How to deal with selfish FIL and drunk stepmother

40 replies

user1466488499 · 20/10/2016 11:19

We had our first child less than 3 months ago. DH's father and stepmother live 300 miles away so don't see them too often. When they come, they stay for about 7 days. Both are controlling, selfish, want everything on their terms and treat my house like they own the place. DHs stepmother has never had her own children and has a drink problem. So much so, that I would never leave DS alone with her.
I was suffering badly with postnatal depression soon after DS was born and they contributed to my stress and anxiety by being rude and sarcastic the entire time.
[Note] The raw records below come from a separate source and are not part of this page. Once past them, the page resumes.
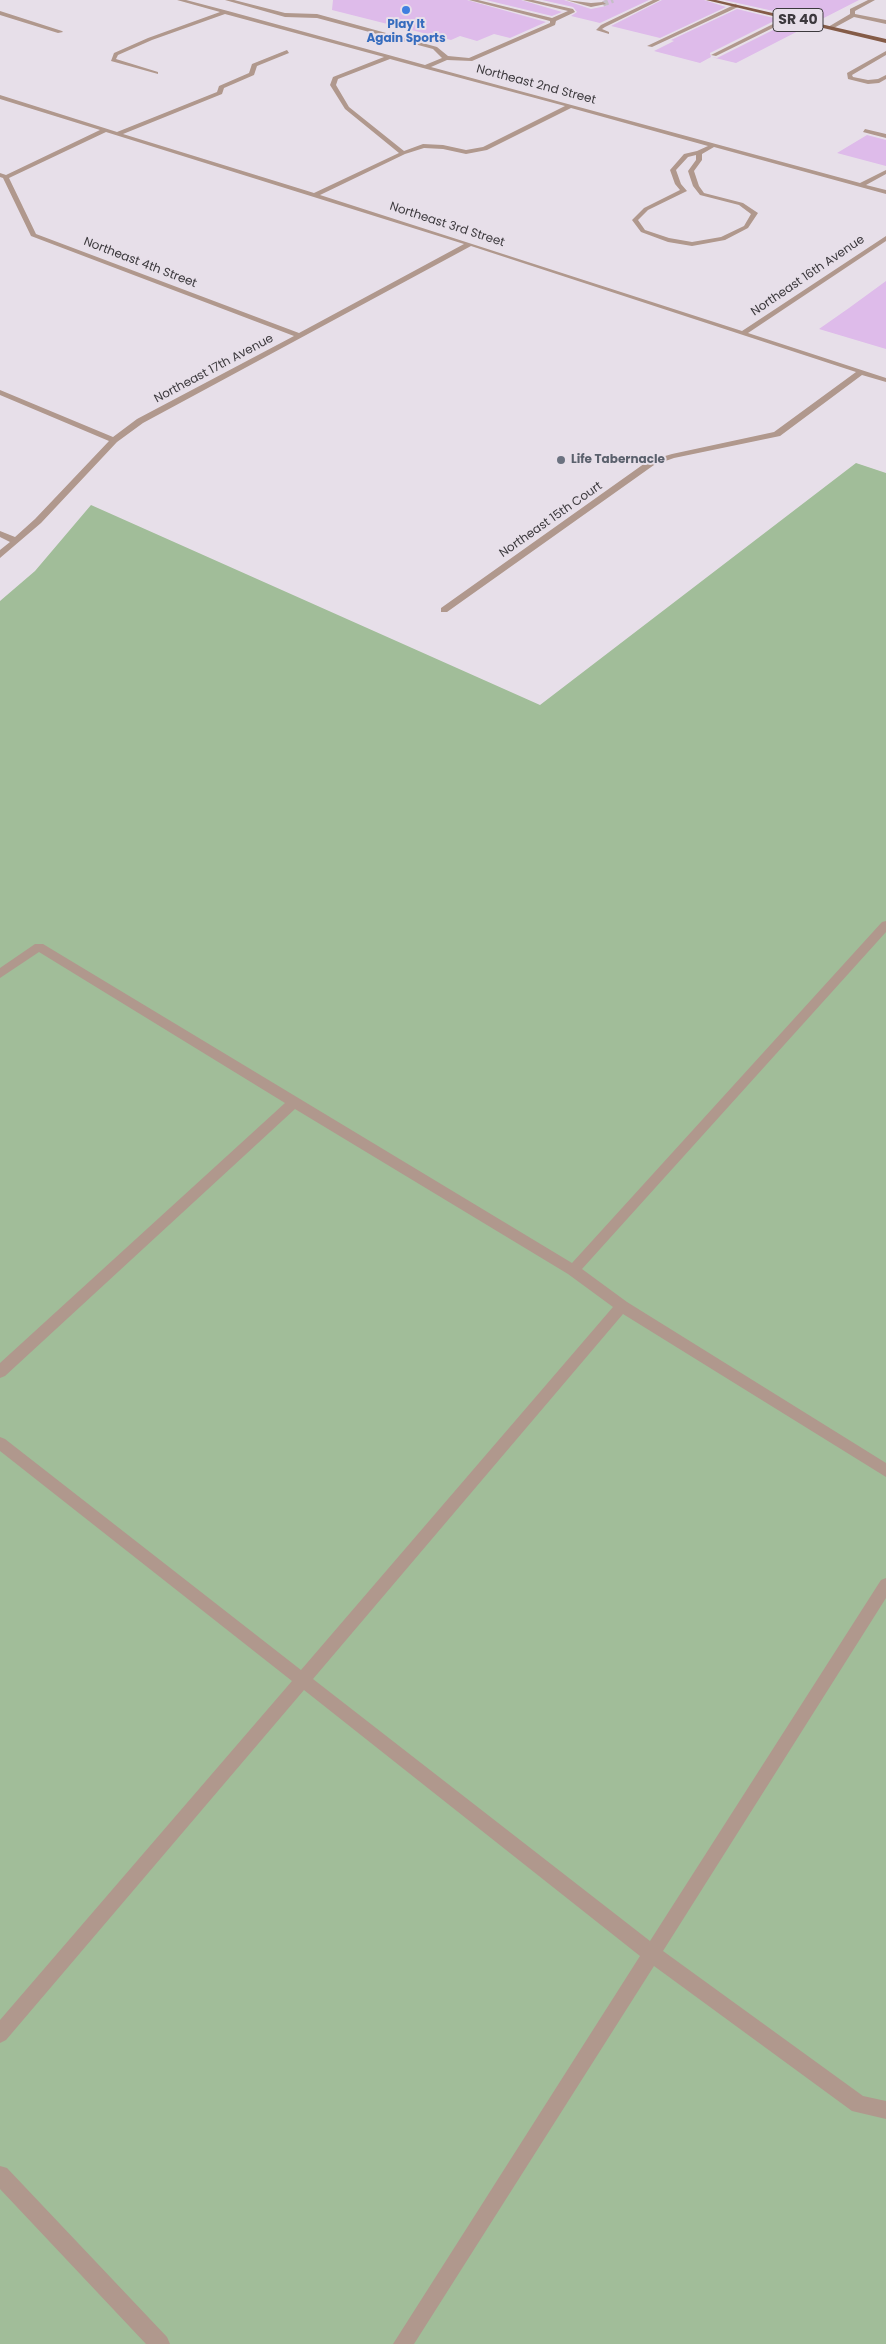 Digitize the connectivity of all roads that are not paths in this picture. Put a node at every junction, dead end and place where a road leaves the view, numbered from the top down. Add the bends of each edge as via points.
1 (180, 0) edge
2 (472, 0) edge
3 (498, 0) edge
4 (526, 0) edge
5 (569, 0) edge
6 (657, 0) edge
7 (709, 0) edge
8 (872, 0) edge
9 (231, 1) edge
10 (488, 4) junction
11 (603, 4) dead end
12 (736, 6) junction
13 (214, 9) junction
14 (226, 12) junction
15 (0, 13) edge
16 (853, 15) junction
17 (789, 18) junction
18 (553, 20) junction
19 (886, 22) edge
20 (830, 28) junction
21 (60, 32) dead end
22 (607, 33) dead end
23 (886, 41) edge
24 (650, 46) dead end
25 (287, 52) dead end
26 (886, 53) edge
27 (714, 55) dead end
28 (389, 57) junction
29 (446, 58) junction
30 (425, 67) junction
31 (156, 73) dead end
32 (886, 77) edge
33 (0, 96) edge
34 (572, 105) junction
35 (107, 129) junction
36 (865, 131) dead end
37 (119, 133) junction
38 (886, 136) edge
39 (714, 145) junction
40 (403, 153) junction
41 (699, 153) junction
42 (886, 172) edge
43 (3, 176) edge
44 (861, 185) junction
45 (886, 192) edge
46 (315, 195) junction
47 (886, 238) edge
48 (470, 244) junction
49 (743, 333) junction
50 (299, 335) junction
51 (861, 372) junction
52 (886, 380) edge
53 (0, 392) edge
54 (114, 440) junction
55 (0, 534) edge
56 (16, 541) junction
57 (0, 555) edge
58 (444, 610) dead end
59 (886, 925) edge
60 (5, 964) edge
61 (0, 974) edge
62 (294, 1102) junction
63 (573, 1270) junction
64 (622, 1306) junction
65 (0, 1372) edge
66 (0, 1443) edge
67 (886, 1471) edge
68 (886, 1585) edge
69 (302, 1680) junction
70 (650, 1953) junction
71 (0, 2034) edge
72 (886, 2110) edge
73 (0, 2175) edge
74 (160, 2344) edge
75 (403, 2344) edge

1 - 13 street, Northeast 2nd Street
2 - 10 street
3 - 10 street
4 - 18 street via 573,11
5 - 11 street
6 - 22 street via 599,30
7 - 12 main road, SR 40
8 - 16 street via 852,10
9 - 13 street
9 - 29 street via 285,15 317,16 435,48
10 - 18 street
12 - 17 main road, SR 40
12 - 24 street
13 - 14 street, Northeast 2nd Street
14 - 28 street, Northeast 2nd Street
14 - 31 street via 142,41 116,54 113,60
15 - 21 street
16 - 19 street
16 - 20 street
17 - 20 main road, SR 40
17 - 27 street
18 - 29 street via 553,24 470,60
20 - 23 main road, SR 40
25 - 37 street via 254,65 252,74 221,87 220,93
26 - 32 street via 849,74 850,78 868,82
28 - 30 street, Northeast 2nd Street
28 - 40 street via 335,78 333,85 347,108
29 - 30 street
30 - 34 street, Northeast 2nd Street
33 - 35 street, Northeast 3rd Street
34 - 39 street, Northeast 2nd Street
34 - 40 street via 484,149 466,152 423,146
35 - 37 street, Northeast 3rd Street
35 - 43 street
36 - 38 street
37 - 46 street, Northeast 3rd Street
39 - 41 street
39 - 44 street, Northeast 2nd Street
40 - 46 street
41 - 41 street via 686,155 673,170 684,191 646,209 635,220 643,231 692,244 723,239 746,227 755,212 741,204 702,194 696,186 691,171 699,160
42 - 44 street
43 - 50 street, Northeast 4th Street via 33,235
44 - 45 street, Northeast 2nd Street
46 - 48 street, Northeast 3rd Street
47 - 49 street, Northeast 16th Avenue
48 - 49 street, Northeast 3rd Street
48 - 50 street, Northeast 17th Avenue
49 - 51 street, Northeast 3rd Street
50 - 54 street, Northeast 17th Avenue via 140,421
51 - 52 street, Northeast 3rd Street
51 - 58 street, Northeast 15th Court via 777,434 651,463
53 - 54 street
54 - 56 street, Northeast 17th Avenue
55 - 56 street
56 - 57 street, Northeast 17th Avenue
59 - 63 street
60 - 61 street
60 - 62 street via 39,947
62 - 63 street
62 - 65 street
63 - 64 street
64 - 67 street
64 - 69 street
66 - 69 street
68 - 70 street
69 - 70 street
69 - 71 street
70 - 72 street via 859,2104
70 - 75 street
73 - 74 street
They are visiting next week and I have zero enthusiasm about running around after them with a 3 month old baby and dealing with the drunk stepmother crawling on all fours to get up the stairs as she's too drunk to walk. FIL has demanded to spend more time with DS when he comes down.
What do I do? I can't stand these selfish people to be around. In contrast MIL is wonderful and super helpful with the baby. I wouldn't trust FIL or stepmother with DS. FIL is mid 70s and wasn't involved when DH was young so he is clueless when it comes to looking after young babies. I know I will have to bite my tongue but I loathe having them here throwing their weight around and causing problems. Any tactics to get them to leave earlier...? Also, what "rights" do grandparents have - I've always thought it's important DS knows all his grandparents but this lot have caused so much stress in the past 3 months I don't care about their right to see DS....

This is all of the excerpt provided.